Save locations for the various deltas and the saving logic is all contained within the notebooks themselves (we’ve had many issues with Azure Data Factory so feel it’s best placed to act as a pure orchestrator).

The trigger is a simple event trigger with the following parameters:

  • File name is the fileName from the trigger body
  • Container, client name and mount name are all hardcoded - this is only designed as a one off job not a permanent solution so this works for us

    Results

It works flawlessly. We set Adobe Analytics to start exporting ZIP files to a given location we have and over the span of a night, it exported a full month’s worth of data that was then successfully converted to our internal format.

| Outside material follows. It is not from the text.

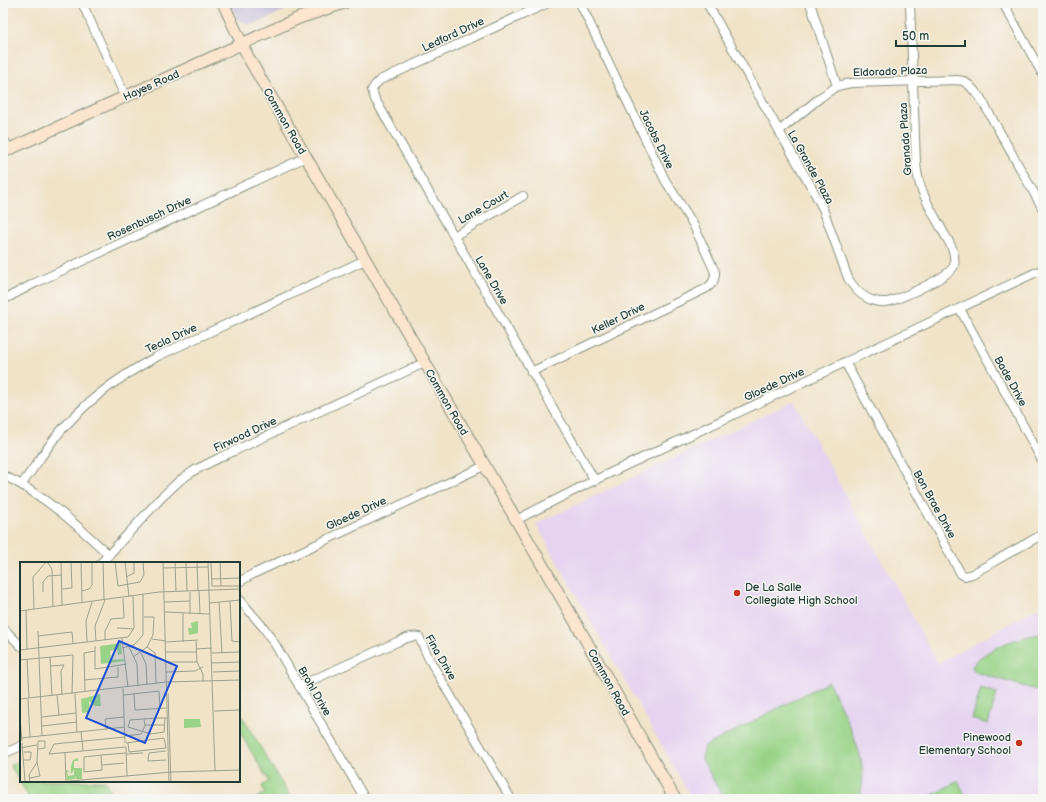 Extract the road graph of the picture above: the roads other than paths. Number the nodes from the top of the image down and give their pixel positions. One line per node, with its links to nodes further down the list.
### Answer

Looking at the logs from the run, we get this:

Where "pixel" is what we call our internal format

As can be seen, they all ran successfully. Let’s look at the delta, the below is the converted delta grouped by date and rows counted:

And there are all the days of data loaded in!

Conclusion

Combining Databricks notebooks and Azure Data Factory was a really simple and quick solution to this problem we faced. However, you may have noticed I’m not the greatest fan of either but this is a fantastic first step in moving away from our legacy workflows.

Next steps:

  • Investigate how to move spark jobs away from Databricks notebooks and use their spark-submit technology and / or Azure HDInsight. This should allow us better version control and better code review workflows.
  • Investigate better orchestration methods to Azure Data Factory. This will allow us to use our existing git setups for version control and also allow better code review workflows too.